実際に「AMUSE」で画像生成を試してみた。
Text to Image(t2i)のEZ modeとAdvanced modeを試す。先述の推奨環境にはデスクトップ向けRYZEN APUシリーズが入っていないことが気がかりだが遠慮なく検証していく。
試した環境は以下。検証機材常連で毎度おなじみだがPC機材の高価格化が進む昨今において10万円台前半のPCがどの程度実用的か試すにはとてもちょうどいいリファレンス機であるという自負があるためこのまま今年は使い潰すつもり。
パーツ | 型番・品名 | 備考 | 価格 |
OS | Windows 11 Home 23H2 | 最新Update済(24/8時点) | Amazon |
ケース | CX200M RGB ELITE WHITE | 白ケース | Amazon |
CPU | AMD Ryzen 5 8600G BOX | Amazon | |
クーラー | AK400 DIGITAL WH | 白クーラー | Amazon |
M/B | B650M AORUS ELITE AX ICE | 白マザー | Amazon |
メモリ | CMH32GX5M2E6000C36W | 白メモリ | Amazon |
SSD | Samsung 990 EVO 1TB | Amazon | |
電源 | SST-DA750R-GMA-WWW | 白電源 | Amazon |
EZモード
まずはEZモードで試してみた。例えば今回は初回起動時に元々インプットされていたプロンプトである「Orange cat wearing a red hat」をそのまま生成させてみる。

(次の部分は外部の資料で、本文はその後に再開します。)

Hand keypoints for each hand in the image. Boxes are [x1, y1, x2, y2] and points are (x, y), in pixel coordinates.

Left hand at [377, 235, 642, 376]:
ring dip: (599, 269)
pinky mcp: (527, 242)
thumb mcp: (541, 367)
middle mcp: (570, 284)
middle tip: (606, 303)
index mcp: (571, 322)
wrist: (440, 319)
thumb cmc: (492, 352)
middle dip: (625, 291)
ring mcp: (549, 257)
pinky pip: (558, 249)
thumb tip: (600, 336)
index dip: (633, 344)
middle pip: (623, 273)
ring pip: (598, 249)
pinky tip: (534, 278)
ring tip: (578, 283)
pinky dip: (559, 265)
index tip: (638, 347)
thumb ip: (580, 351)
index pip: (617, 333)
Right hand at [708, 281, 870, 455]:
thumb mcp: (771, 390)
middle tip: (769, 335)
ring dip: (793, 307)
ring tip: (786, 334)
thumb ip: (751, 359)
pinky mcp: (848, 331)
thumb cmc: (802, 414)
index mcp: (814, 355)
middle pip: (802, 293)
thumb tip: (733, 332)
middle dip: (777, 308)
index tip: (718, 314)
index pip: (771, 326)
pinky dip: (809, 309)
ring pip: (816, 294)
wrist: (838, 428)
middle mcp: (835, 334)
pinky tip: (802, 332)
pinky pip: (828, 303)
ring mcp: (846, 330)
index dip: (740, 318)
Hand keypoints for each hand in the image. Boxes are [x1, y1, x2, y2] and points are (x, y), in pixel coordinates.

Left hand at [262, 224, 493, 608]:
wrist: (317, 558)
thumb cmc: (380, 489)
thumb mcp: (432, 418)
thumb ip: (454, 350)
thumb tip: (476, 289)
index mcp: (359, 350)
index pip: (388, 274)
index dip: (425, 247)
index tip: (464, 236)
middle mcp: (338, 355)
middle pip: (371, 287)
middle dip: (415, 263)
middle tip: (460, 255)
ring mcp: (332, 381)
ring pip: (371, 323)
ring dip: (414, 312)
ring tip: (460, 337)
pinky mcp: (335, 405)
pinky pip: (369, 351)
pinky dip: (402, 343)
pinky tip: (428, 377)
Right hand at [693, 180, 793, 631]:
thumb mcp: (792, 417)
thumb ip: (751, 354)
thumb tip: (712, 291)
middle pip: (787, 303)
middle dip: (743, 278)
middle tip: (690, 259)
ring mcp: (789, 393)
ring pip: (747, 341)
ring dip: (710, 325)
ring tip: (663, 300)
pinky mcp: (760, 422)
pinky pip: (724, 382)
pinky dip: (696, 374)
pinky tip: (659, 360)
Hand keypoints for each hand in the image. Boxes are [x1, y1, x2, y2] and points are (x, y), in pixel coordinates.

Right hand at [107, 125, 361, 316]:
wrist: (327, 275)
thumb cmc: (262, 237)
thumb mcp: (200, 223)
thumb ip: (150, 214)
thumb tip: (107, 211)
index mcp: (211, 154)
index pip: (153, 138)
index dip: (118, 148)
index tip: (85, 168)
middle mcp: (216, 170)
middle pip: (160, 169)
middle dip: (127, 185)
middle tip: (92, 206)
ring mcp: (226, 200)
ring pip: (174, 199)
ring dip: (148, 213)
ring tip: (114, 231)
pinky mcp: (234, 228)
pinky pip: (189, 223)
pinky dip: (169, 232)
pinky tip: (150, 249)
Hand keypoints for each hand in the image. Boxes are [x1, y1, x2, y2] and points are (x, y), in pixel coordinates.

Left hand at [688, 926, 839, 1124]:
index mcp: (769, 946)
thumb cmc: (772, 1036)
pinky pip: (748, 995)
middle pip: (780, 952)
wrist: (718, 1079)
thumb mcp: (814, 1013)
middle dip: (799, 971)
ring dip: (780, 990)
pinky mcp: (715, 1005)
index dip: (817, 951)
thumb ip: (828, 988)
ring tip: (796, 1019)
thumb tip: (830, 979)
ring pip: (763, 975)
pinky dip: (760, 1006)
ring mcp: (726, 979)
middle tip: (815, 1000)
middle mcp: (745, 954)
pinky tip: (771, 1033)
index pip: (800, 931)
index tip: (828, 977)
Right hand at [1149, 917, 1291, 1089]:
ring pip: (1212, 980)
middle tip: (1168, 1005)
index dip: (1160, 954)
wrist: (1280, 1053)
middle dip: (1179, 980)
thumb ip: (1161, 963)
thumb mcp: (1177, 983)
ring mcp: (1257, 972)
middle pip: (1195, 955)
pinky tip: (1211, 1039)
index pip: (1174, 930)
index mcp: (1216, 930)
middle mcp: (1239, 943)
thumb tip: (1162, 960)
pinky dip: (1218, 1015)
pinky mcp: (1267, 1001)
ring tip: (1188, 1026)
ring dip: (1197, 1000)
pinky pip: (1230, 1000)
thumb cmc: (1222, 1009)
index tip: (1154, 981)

先述の通りモデルのインストールを求められたら問題なければそのまま「Download」を押して進める。
モデルインストール後、ものの十数秒で4枚の生成画像が表示された。シンプルかつドアップ画像とはいえとてもレンダリング速度も速いと感じる。8600Gでもスムーズに動作した。
やはりPromptがシンプルだと面白みに欠ける画像が生成される印象。指示文が多ければ多いほど画像内のオブジェクトやディティールは増加傾向。
次に、EZ Mode内で「Performance」を設定可能の為、前回「Balanced」で生成したが今回は「Quality」優先で生成することにする。そしてPromptも「A boy playing PC game in the gaming room」へ変更。
先ほどとは別のモデルを使用するようで再度ダウンロードを求められる。こちらも容量が比較的大きく、約11GB。
必要なモデルのダウンロードが完了したため生成が開始される。先ほどのBalancedよりかは時間がかかるものの1枚当たり20秒程度で生成される。使用機材は繰り返しにはなるがグラフィックスカードは差さっておらずRYZEN 5 8600Gの内臓グラフィックスの実を使用している状況だ。
下の画像は先ほど生成した4枚の中で一番まともだった物。耳と左人差し指に違和感が残るものの、入力したプロンプトのイメージに近い。
Advancedモード
次にAdvancedモードを試す。
新しいモデルをダウンロードしつつ解像度やネガティブプロンプトを調整しながら画像生成を検証。
いくつかのモデルを試してみると時折下記の画像のような警告に遭遇することがある。これはグラフィックスカードのないAPU(統合グラフィックス)を使用しているため潤沢なVRAM容量がなく、出てくるアラート。メインメモリを32GB搭載しているため試しに「Run Anyway」で警告を無視して画像生成を試す。もしだめなら「Yes」で「Minimum」モードで試すほかないだろう。
今回はアニメキャラ風の女の子キャラを生成。だいぶクオリティが先ほどから向上したような印象を受けるがまだ違和感はある(右手等)。
ちなみに今回は試せなかったため次回に持ち越しとはなるが、「Inpaint」機能もあるため生成された画像の大部分に手は加えることなく一部のみ再生成したい場合に有用な機能も使用可能だ。
まとめ
「AMUSE」は、AMDユーザー、それもAPUなど低コストのグラフィックス環境を導入しているユーザーにとって待望のAI画像生成ツール。もちろんRadeonのミドル~ハイレンジグラフィックスカードを持っている人にとっては非常に使いやすい選択肢だ。
Goodポイントはとにかく導入が簡単。これにつきる。いちいちPython環境のインストールから試す必要がなくAmuseの公式サイトからインストーラを持ってきて終了だ。手軽さに100点を付けたい。
筆者が試した限りだとRYZEN 5 8600Gの内臓グラフィックス(実勢売価3.4万)でも快適に動作し、Stable Diffusionのエコシステムをフル活用できる点も魅力的である。今後、さらに最適化が進むことを期待しつつ、AMD APU/GPUユーザーにはぜひ一度試してみてほしい。